Yarım asır öncesinin bazalt parke döşeli yollarına sahip Bergama'dan selamlar.
Çarşısında, dükkanların kapılarında ki halkalara geçirilmiş asma kilitli dükkanlar vardı. Esnaf rahat, hırsızlık düşüncesi bile yoktu. Namaz vakti ya da yemek saati geldiğinde, esnaf kapısının önüne bir sandalye koyup huzur içinde ayrılırdı.
Her mahalle arasında, Kozak Dağı'ndan gelen buz gibi suların aktığı bir çeşme bulunurdu. Köylüler, yamalı süvari pantolonlarıyla pazara gelir, Han önlerinde bekleyip akşam köylerine dönerlerdi. Misafirlerini, ahşaptan yapılmış Palas ve Atlas Otelleri'nde ağırlardı.
Bergama'da güven, dostluk ve samimiyet duygusu hakimdi. Hafta sonları Ulu Cami'nin önündeki derin suda balık tutup, satarak harçlığımızı kazanırdık.
Şehirlerarası yolculuklar için burunlu otobüsler kullanılırdı. Sokaklar karanlık olsa da çarşı ışıl ışıldı.
Elektriğini kendi üreten Bergama'nın nüfusu 15 bindi. Maltepe, Atatürk, Bahçelievler ve daha birçok yer o zamanlar tarlaydı, koyunlarla doluydu.
Akşamları insanların eğlencesi parklardı. Camlı Park, Gülistan, Havuzlu Park, Akseki Park her zaman dolup taşardı.
Şık ve modern giyimleriyle dikkat çeken Bergama halkı, açık ve kapalı yedi sinemayı her gece doldururdu.
Yarım asır önce Bergama, gerçekten çok daha güzeldi.

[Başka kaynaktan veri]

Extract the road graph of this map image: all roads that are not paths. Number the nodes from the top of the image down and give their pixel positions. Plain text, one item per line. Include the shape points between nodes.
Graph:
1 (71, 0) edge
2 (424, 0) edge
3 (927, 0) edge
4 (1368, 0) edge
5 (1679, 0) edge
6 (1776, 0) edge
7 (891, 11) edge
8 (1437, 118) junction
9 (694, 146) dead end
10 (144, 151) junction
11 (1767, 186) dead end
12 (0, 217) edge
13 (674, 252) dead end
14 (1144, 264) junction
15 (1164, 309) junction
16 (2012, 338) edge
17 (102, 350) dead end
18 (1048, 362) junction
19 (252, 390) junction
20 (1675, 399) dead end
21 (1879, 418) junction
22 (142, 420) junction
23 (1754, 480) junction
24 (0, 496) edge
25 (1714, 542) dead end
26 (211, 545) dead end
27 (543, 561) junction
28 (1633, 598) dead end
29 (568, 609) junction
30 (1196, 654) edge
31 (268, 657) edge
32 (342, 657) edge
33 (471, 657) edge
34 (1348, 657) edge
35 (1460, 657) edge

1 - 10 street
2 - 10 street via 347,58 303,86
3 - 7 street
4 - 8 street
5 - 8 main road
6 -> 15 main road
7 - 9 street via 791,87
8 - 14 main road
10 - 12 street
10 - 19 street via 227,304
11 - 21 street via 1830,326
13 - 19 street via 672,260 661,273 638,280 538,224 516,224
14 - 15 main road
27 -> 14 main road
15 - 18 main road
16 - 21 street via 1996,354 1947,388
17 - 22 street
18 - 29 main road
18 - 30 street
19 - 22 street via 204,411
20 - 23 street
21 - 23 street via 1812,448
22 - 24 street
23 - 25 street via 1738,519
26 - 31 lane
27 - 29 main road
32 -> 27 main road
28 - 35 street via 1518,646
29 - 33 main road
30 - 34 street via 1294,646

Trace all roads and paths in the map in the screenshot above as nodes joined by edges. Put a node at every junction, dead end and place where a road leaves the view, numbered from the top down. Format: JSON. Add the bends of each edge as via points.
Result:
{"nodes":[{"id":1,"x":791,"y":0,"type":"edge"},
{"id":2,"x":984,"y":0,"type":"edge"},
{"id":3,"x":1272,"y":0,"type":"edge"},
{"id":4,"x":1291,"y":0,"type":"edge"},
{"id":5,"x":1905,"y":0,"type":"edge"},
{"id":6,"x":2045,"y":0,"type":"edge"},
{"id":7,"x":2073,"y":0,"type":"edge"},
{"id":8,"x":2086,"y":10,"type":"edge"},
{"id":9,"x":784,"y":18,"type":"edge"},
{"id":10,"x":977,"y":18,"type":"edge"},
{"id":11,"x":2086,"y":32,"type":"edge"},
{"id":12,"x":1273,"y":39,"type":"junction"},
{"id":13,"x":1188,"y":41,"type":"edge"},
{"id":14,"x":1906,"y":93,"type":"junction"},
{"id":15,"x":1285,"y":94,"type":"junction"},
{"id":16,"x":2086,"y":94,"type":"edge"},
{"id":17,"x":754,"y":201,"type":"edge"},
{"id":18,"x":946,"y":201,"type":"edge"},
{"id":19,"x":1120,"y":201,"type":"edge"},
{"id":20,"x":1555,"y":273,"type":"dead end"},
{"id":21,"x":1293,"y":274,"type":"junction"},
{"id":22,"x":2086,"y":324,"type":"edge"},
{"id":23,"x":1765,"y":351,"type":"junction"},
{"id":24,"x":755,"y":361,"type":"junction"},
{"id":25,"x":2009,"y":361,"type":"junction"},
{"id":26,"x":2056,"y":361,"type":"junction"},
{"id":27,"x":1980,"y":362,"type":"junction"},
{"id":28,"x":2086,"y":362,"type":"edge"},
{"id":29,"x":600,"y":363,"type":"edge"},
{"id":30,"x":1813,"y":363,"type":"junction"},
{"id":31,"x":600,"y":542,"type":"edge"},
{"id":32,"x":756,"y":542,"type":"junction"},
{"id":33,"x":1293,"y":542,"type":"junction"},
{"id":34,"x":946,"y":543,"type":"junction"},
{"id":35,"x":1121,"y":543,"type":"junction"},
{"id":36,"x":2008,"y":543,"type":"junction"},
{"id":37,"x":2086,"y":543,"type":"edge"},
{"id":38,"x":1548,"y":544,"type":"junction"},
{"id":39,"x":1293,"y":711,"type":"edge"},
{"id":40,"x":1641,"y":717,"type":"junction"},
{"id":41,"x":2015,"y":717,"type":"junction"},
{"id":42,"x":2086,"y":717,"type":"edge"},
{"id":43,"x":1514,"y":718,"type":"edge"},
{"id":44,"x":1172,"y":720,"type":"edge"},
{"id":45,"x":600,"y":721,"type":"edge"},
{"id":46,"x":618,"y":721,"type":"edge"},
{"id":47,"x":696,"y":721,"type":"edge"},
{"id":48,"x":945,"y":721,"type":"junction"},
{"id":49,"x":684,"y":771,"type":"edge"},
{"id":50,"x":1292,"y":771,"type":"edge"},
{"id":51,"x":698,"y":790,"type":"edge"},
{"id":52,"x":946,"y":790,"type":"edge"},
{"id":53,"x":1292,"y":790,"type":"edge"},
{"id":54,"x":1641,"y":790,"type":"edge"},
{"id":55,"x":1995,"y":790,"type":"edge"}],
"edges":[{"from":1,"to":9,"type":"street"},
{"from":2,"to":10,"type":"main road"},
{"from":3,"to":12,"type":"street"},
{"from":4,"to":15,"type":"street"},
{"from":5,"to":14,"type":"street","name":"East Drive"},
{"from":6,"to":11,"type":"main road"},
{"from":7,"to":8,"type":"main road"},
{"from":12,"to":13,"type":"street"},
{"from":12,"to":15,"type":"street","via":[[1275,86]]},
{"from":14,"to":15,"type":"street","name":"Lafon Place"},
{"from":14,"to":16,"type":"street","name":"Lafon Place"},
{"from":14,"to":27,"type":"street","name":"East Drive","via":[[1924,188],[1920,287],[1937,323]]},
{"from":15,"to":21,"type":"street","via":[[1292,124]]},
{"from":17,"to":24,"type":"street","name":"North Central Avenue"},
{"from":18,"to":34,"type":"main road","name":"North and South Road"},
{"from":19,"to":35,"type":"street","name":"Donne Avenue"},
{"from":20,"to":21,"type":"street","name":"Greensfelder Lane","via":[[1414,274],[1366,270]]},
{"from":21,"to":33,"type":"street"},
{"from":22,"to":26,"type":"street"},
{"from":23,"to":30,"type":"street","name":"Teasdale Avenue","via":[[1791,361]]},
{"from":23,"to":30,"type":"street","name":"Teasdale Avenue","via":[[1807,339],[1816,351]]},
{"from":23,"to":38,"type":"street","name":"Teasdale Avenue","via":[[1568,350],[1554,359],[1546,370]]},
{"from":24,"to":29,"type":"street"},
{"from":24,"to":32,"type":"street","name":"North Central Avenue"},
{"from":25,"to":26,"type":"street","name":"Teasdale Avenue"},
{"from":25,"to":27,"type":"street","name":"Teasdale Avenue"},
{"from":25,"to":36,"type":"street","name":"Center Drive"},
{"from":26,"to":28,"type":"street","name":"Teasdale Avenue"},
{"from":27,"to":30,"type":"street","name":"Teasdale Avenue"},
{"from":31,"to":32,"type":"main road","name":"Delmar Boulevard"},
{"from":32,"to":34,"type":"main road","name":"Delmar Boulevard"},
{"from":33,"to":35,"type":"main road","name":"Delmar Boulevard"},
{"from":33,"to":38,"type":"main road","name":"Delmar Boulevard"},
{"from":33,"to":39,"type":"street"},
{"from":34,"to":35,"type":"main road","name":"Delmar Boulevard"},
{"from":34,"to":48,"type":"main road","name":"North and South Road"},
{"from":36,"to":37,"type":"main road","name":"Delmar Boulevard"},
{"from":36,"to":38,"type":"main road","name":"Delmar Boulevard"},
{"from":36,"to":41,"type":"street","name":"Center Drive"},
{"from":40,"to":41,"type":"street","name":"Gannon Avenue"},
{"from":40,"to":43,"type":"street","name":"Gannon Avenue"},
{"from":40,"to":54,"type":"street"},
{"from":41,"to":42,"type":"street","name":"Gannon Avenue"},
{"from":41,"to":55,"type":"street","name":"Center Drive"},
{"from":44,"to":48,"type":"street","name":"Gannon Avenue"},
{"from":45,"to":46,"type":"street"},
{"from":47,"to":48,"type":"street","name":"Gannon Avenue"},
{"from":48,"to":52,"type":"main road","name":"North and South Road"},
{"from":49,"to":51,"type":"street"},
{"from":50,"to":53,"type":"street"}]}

Turistlerle dolup taşan bir turizm kenti idi. Yaz sıcaklarında, kiraz, vişne, limon suyu gibi çeşitli ve renkli meyve suyu içecekleri satan Dümbuzcular sırt sürahileri ile dikkat çekerlerdi.
Kış ayında Madra yaylasında Kar çukurların da sakladıkları Kar'ı yaz gelincede çukurlardan çıkarıp testere ile kesip pekmezleyerek satan köylüsü ile meşhurdu.
Küçük bir şehir olmasına rağmen, gönlü zengin insanlarıyla tanınan Bergama,kermesi ve eğlenceleriyle dünyaya açılan bir pencereydi.
Kurban Bayramınızı içtenlikle kutlar; sağlık ve mutluluklar dilerim.